Page MenuHomePhabricator

Create a way to filter only WB-related changes from Commons recentchanges
Closed, ResolvedPublic

Description

Right now one of the ways we fetch change data - and only one available outside WMF production servers - is using recentchanges API. However, currently there is no support in this API for fetching only updates that relate to structured data - all edits to Commons File: space look the same to it, even though most of them aren't related to SDC data and thus are useless for SDC Query engine to fetch and process. It would be nice to have some mechanism that allows only fetch SDC-related changes. Unfortunately, right now the only thing that distinguishes them is comments like /* wbsetlabel-add:1|en */ but these would be expensive to parse and impossible to pre-filter on API level.

Maybe if we could tag such changes or select changes by slot, it would solve the issue.

Event Timeline

This is a special case of being able to filter by MCR slot type, which we'll surely need in the long term.

daniel subscribed.

Maybe if we could tag such changes or select changes by slot, it would solve the issue.
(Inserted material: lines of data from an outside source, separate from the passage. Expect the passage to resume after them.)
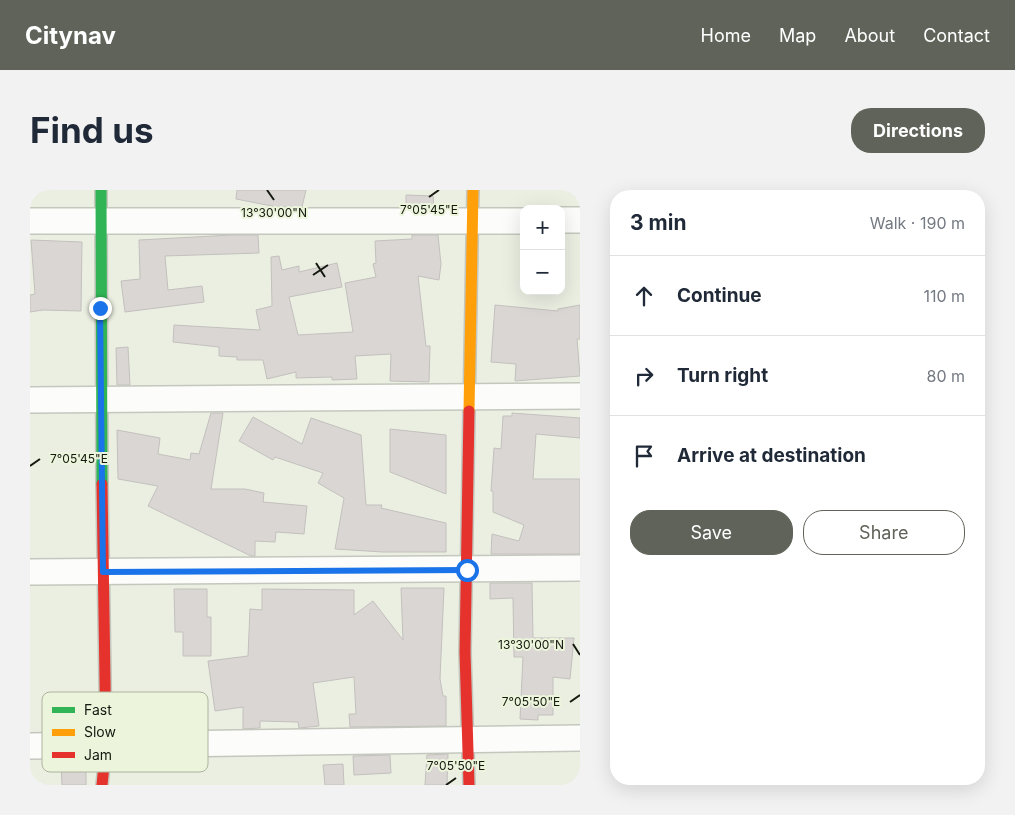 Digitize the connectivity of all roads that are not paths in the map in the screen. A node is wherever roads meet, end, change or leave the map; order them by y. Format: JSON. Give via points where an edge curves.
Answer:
{"nodes":[{"id":1,"x":101,"y":190,"type":"edge"},
{"id":2,"x":473,"y":190,"type":"edge"},
{"id":3,"x":101,"y":220,"type":"junction"},
{"id":4,"x":565,"y":220,"type":"edge"},
{"id":5,"x":580,"y":220,"type":"edge"},
{"id":6,"x":30,"y":221,"type":"edge"},
{"id":7,"x":472,"y":221,"type":"junction"},
{"id":8,"x":520,"y":221,"type":"edge"},
{"id":9,"x":580,"y":396,"type":"edge"},
{"id":10,"x":470,"y":397,"type":"junction"},
{"id":11,"x":30,"y":400,"type":"edge"},
{"id":12,"x":102,"y":400,"type":"junction"},
{"id":13,"x":580,"y":568,"type":"edge"},
{"id":14,"x":467,"y":570,"type":"junction"},
{"id":15,"x":30,"y":572,"type":"edge"},
{"id":16,"x":103,"y":572,"type":"junction"},
{"id":17,"x":105,"y":692,"type":"edge"},
{"id":18,"x":580,"y":738,"type":"edge"},
{"id":19,"x":467,"y":742,"type":"junction"},
{"id":20,"x":208,"y":744,"type":"edge"},
{"id":21,"x":103,"y":772,"type":"edge"},
{"id":22,"x":102,"y":785,"type":"edge"},
{"id":23,"x":469,"y":785,"type":"edge"}],
"edges":[{"from":1,"to":3,"type":"street"},
{"from":2,"to":7,"type":"street"},
{"from":3,"to":6,"type":"street"},
{"from":3,"to":7,"type":"street"},
{"from":3,"to":12,"type":"street"},
{"from":4,"to":5,"type":"street"},
{"from":7,"to":8,"type":"street"},
{"from":7,"to":10,"type":"street"},
{"from":9,"to":10,"type":"street"},
{"from":10,"to":12,"type":"street"},
{"from":10,"to":14,"type":"street"},
{"from":11,"to":12,"type":"street"},
{"from":12,"to":16,"type":"street"},
{"from":13,"to":14,"type":"street"},
{"from":14,"to":16,"type":"street"},
{"from":14,"to":19,"type":"street"},
{"from":15,"to":16,"type":"street"},
{"from":16,"to":17,"type":"street"},
{"from":18,"to":19,"type":"street"},
{"from":19,"to":20,"type":"street"},
{"from":19,"to":23,"type":"street"},
{"from":21,"to":22,"type":"street"}]} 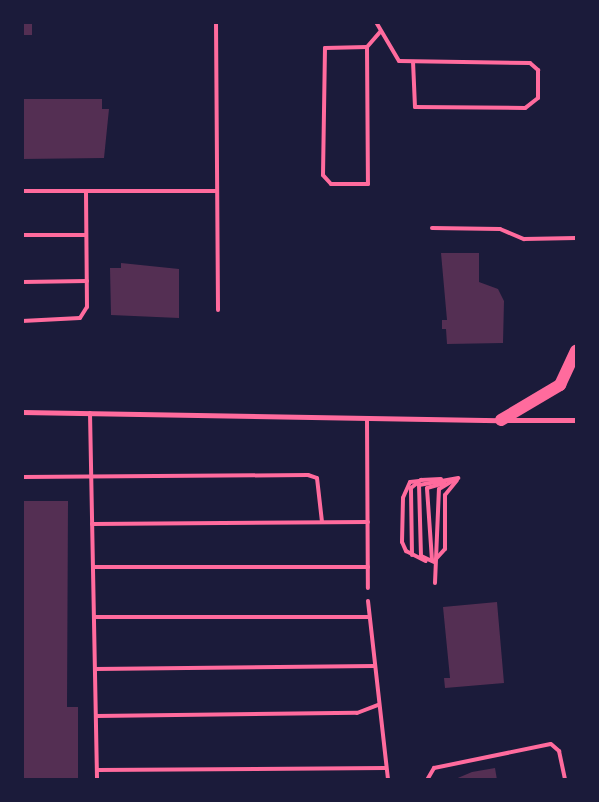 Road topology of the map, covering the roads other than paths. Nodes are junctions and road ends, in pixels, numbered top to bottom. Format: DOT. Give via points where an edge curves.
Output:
graph roads {
  1 [pos="216,22"];
  2 [pos="376,22"];
  3 [pos="381,31"];
  4 [pos="367,47"];
  5 [pos="413,62"];
  6 [pos="22,191"];
  7 [pos="86,191"];
  8 [pos="217,191"];
  9 [pos="432,228"];
  10 [pos="22,235"];
  11 [pos="86,235"];
  12 [pos="576,238"];
  13 [pos="22,282"];
  14 [pos="87,282"];
  15 [pos="218,310"];
  16 [pos="22,321"];
  17 [pos="576,351"];
  18 [pos="22,412"];
  19 [pos="90,413"];
  20 [pos="367,420"];
  21 [pos="500,420"];
  22 [pos="576,420"];
  23 [pos="22,477"];
  24 [pos="92,477"];
  25 [pos="458,478"];
  26 [pos="421,480"];
  27 [pos="322,522"];
  28 [pos="368,522"];
  29 [pos="92,524"];
  30 [pos="412,555"];
  31 [pos="434,562"];
  32 [pos="93,567"];
  33 [pos="368,567"];
  34 [pos="435,583"];
  35 [pos="368,588"];
  36 [pos="368,602"];
  37 [pos="94,617"];
  38 [pos="368,617"];
  39 [pos="374,666"];
  40 [pos="95,669"];
  41 [pos="378,705"];
  42 [pos="96,716"];
  43 [pos="386,768"];
  44 [pos="97,770"];
  45 [pos="97,780"];
  46 [pos="388,780"];
  47 [pos="427,780"];
  48 [pos="565,780"];
  1 -- 8 [label="lane"];
  2 -- 3 [label="lane"];
  3 -- 4 [label="lane"];
  3 -- 5 [label="lane" via="399,61"];
  4 -- 4 [label="lane" via="325,48 323,175 331,184 368,184"];
  5 -- 5 [label="lane" via="415,107 525,108 538,98 538,70 530,63"];
  6 -- 7 [label="lane"];
  7 -- 8 [label="lane"];
  7 -- 11 [label="lane"];
  8 -- 15 [label="lane"];
  9 -- 12 [label="lane" via="500,229 524,239"];
  10 -- 11 [label="lane"];
  11 -- 14 [label="lane"];
  13 -- 14 [label="lane"];
  14 -- 16 [label="lane" via="87,307 80,318"];
  17 -- 21 [label="main road" via="560,385"];
  18 -- 19 [label="street"];
  19 -- 20 [label="street"];
  19 -- 24 [label="lane"];
  20 -- 21 [label="street"];
  20 -- 28 [label="lane"];
  21 -- 22 [label="street"];
  23 -- 24 [label="lane"];
  24 -- 27 [label="lane" via="308,475 318,478"];
  24 -- 29 [label="lane"];
  25 -- 26 [label="lane"];
  25 -- 31 [label="lane" via="445,495 445,549"];
  25 -- 31 [label="lane" via="438,489"];
  25 -- 31 [label="lane" via="427,488 429,558"];
  25 -- 31 [label="lane" via="420,485 421,556"];
  26 -- 30 [label="lane" via="411,488"];
  26 -- 30 [label="lane" via="410,482 402,498 402,542"];
  27 -- 28 [label="lane"];
  27 -- 29 [label="lane"];
  28 -- 33 [label="lane"];
  29 -- 32 [label="lane"];
  30 -- 31 [label="lane"];
  31 -- 34 [label="lane"];
  32 -- 33 [label="lane"];
  32 -- 37 [label="lane"];
  33 -- 35 [label="lane"];
  36 -- 38 [label="lane"];
  37 -- 38 [label="lane"];
  37 -- 40 [label="lane"];
  38 -- 39 [label="lane"];
  39 -- 40 [label="lane"];
  39 -- 41 [label="lane"];
  40 -- 42 [label="lane"];
  41 -- 42 [label="lane" via="357,714"];
  41 -- 43 [label="lane"];
  42 -- 44 [label="lane"];
  43 -- 44 [label="lane"];
  43 -- 46 [label="lane"];
  44 -- 45 [label="lane"];
  47 -- 48 [label="lane" via="434,768 551,744 559,750"];
} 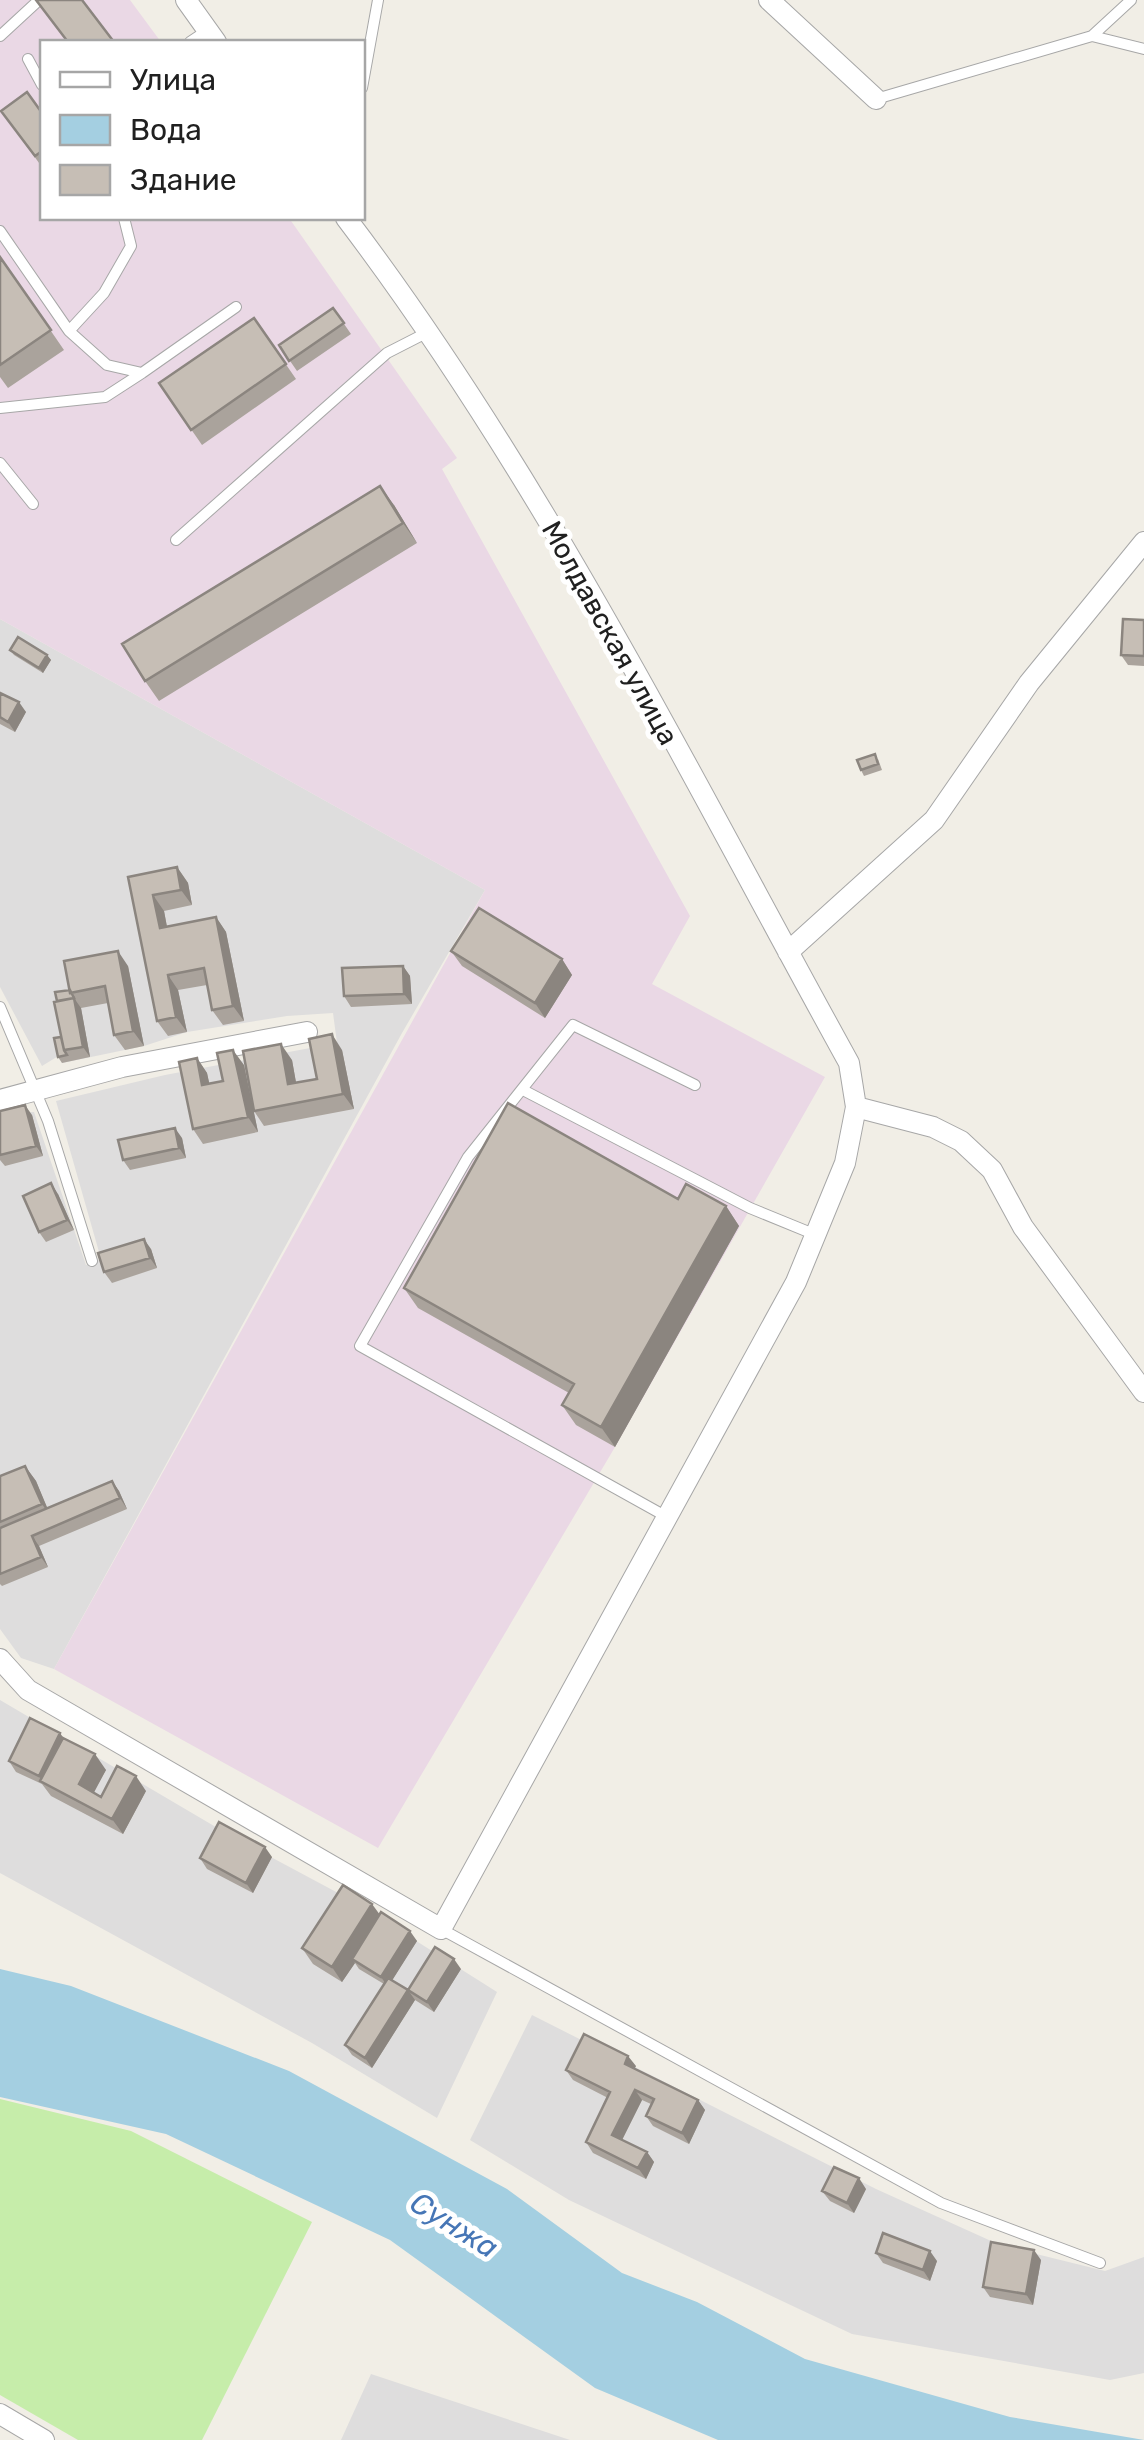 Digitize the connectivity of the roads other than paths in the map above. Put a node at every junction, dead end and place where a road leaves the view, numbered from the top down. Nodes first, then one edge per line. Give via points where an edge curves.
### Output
1 (39, 0) edge
2 (186, 0) edge
3 (378, 0) edge
4 (768, 0) edge
5 (1131, 0) edge
6 (0, 36) edge
7 (1092, 36) junction
8 (205, 38) edge
9 (1144, 49) edge
10 (28, 59) dead end
11 (365, 72) edge
12 (40, 81) edge
13 (876, 99) joint
14 (124, 220) edge
15 (348, 220) edge
16 (0, 230) edge
17 (236, 307) dead end
18 (431, 330) junction
19 (70, 331) junction
20 (142, 373) junction
21 (0, 408) edge
22 (0, 463) edge
23 (32, 504) dead end
24 (176, 540) dead end
25 (1144, 542) edge
26 (788, 952) junction
27 (0, 1007) edge
28 (307, 1032) dead end
29 (695, 1085) dead end
30 (523, 1090) junction
31 (36, 1091) junction
32 (0, 1100) edge
33 (856, 1107) junction
34 (817, 1236) junction
35 (92, 1261) dead end
36 (1141, 1383) edge
37 (668, 1518) junction
38 (0, 1658) edge
39 (440, 1929) junction
40 (1100, 2262) dead end
41 (0, 2414) edge
42 (33, 2437) edge

1 - 6 lane
2 - 8 street
3 - 11 lane
4 - 13 street
5 - 7 lane
7 - 9 lane
7 - 13 lane
10 - 12 lane
14 - 19 lane via 131,246 104,293
15 - 18 street, Молдавская улица
16 - 19 lane
17 - 20 lane
18 - 24 lane via 387,353
18 - 26 street, Молдавская улица via 575,566
19 - 20 lane via 107,365
20 - 21 lane via 106,397
22 - 23 lane
25 - 26 street via 1029,683 934,820
26 - 33 street, Молдавская улица via 849,1064
27 - 31 lane
28 - 31 street via 122,1067
29 - 30 lane via 573,1026
30 - 34 lane
30 - 37 lane via 468,1156 360,1346
31 - 32 street
31 - 35 lane
33 - 34 street, Молдавская улица via 846,1163
33 - 36 street via 933,1127 961,1141 992,1170 1023,1228
34 - 37 street, Молдавская улица
37 - 39 street, Молдавская улица
38 - 39 street via 28,1690
39 - 40 lane via 940,2203
41 - 42 street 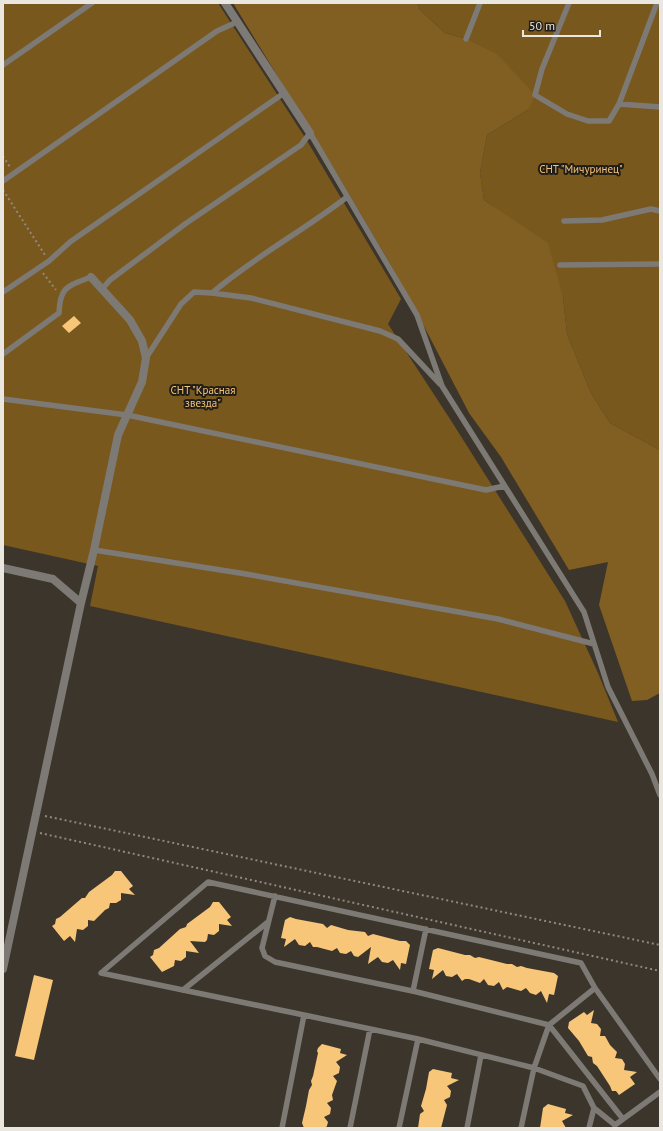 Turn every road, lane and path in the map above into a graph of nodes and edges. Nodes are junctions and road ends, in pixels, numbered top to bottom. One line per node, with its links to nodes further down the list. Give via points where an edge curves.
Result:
1 (92, 3): 8 (lane)
2 (225, 3): 6 (street)
3 (480, 3): 7 (lane)
4 (569, 3): 10 (lane, via 542,70 535,95 567,114 588,121 609,121)
5 (657, 3): 10 (lane)
6 (237, 22): 9 (street); 14 (lane, via 217,31)
7 (466, 40)
8 (3, 64)
9 (284, 93): 12 (street); 20 (lane, via 70,242)
10 (619, 104): 11 (lane)
11 (660, 107)
12 (310, 134): 17 (lane); 25 (lane, via 301,145 185,224 110,280)
13 (3, 156): 14 (path)
14 (14, 173): 15 (lane)
15 (3, 181)
16 (3, 190): 20 (path)
17 (347, 197): 27 (lane, via 257,257); 31 (lane, via 417,315)
18 (660, 211): 19 (lane, via 651,209 602,220)
19 (564, 221)
20 (49, 261): 23 (lane)
21 (660, 264): 22 (lane)
22 (560, 265)
23 (39, 268): 26 (lane); 28 (path, via 56,289)
24 (91, 277): 25 (street); 28 (lane, via 67,286)
25 (102, 289): 30 (street, via 130,320 142,341)
26 (3, 292)
27 (212, 293): 30 (lane, via 194,292 181,304); 31 (lane, via 251,298 380,330 398,339)
28 (60, 299): 29 (lane, via 59,313)
29 (3, 354)
30 (146, 358): 33 (street, via 142,382)
31 (442, 386): 34 (lane)
32 (3, 399): 33 (lane)
33 (127, 415): 34 (lane, via 486,490); 35 (street, via 118,435)
34 (504, 486): 38 (lane, via 584,612)
35 (94, 550): 37 (street); 38 (lane, via 498,619)
36 (3, 568): 37 (street, via 53,580)
37 (81, 603): 40 (street)
38 (594, 644): 39 (lane, via 608,687)
39 (660, 794)
40 (36, 814): 41 (street); 45 (path)
41 (32, 832): 46 (street); 47 (path)
42 (275, 896): 43 (lane); 44 (lane); 49 (lane, via 208,882 101,973)
43 (268, 922): 49 (lane); 50 (lane, via 262,948 265,956 275,962)
44 (426, 929): 48 (lane, via 581,964); 50 (lane)
45 (660, 945)
46 (3, 969)
47 (660, 971)
48 (595, 988): 52 (lane); 57 (lane)
49 (183, 990): 51 (lane)
50 (413, 991): 52 (lane)
51 (304, 1015): 53 (lane); 62 (lane)
52 (548, 1025): 56 (lane); 60 (lane)
53 (370, 1029): 54 (lane); 63 (lane)
54 (418, 1039): 55 (lane); 64 (lane)
55 (481, 1055): 56 (lane); 65 (lane)
56 (534, 1068): 59 (lane, via 583,1086); 66 (lane)
57 (660, 1079)
58 (660, 1092): 60 (lane)
59 (594, 1108): 61 (lane); 67 (lane)
60 (623, 1119): 61 (lane)
61 (616, 1126)
62 (282, 1128)
63 (350, 1128)
64 (399, 1128)
65 (467, 1128)
66 (521, 1128)
67 (589, 1128)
The problem with selecting changes by is that changes can affect multiple slots. Not at the moment with SDC, but in principle. I don't see any efficient way to apply this kind of filtering with the way we currently store recentchanges.

Using change tags for all MediaInfo edits might be a solution. Though it may overload the ChangeTags system. Perhaps the recentchanges system should be migrated to Elastic, that would help with a lot of things :)

I'm untagging MCR and CPT for now. Once the Multimedia team figures out what they want to do, they can ping us or the wikidata team to discuss the technical solution.

Tags should work, at least for now, I think, if I can filter by tag efficiently. There's not a lot of data edits so far, compared to overall Commons edit volume.

Eventually, I'd like to be able to select all edits that touch particular slot (even if it also touches other slots) but from what I see in recentchanges table I am not sure it's possible without changing the table structure. Please correct me if I'm wrong and there's a way.

I also think while short-term it's #SDC issue, longer term it is general Multi-Content-Revisions issue since tools would want to know which edit changed which slot.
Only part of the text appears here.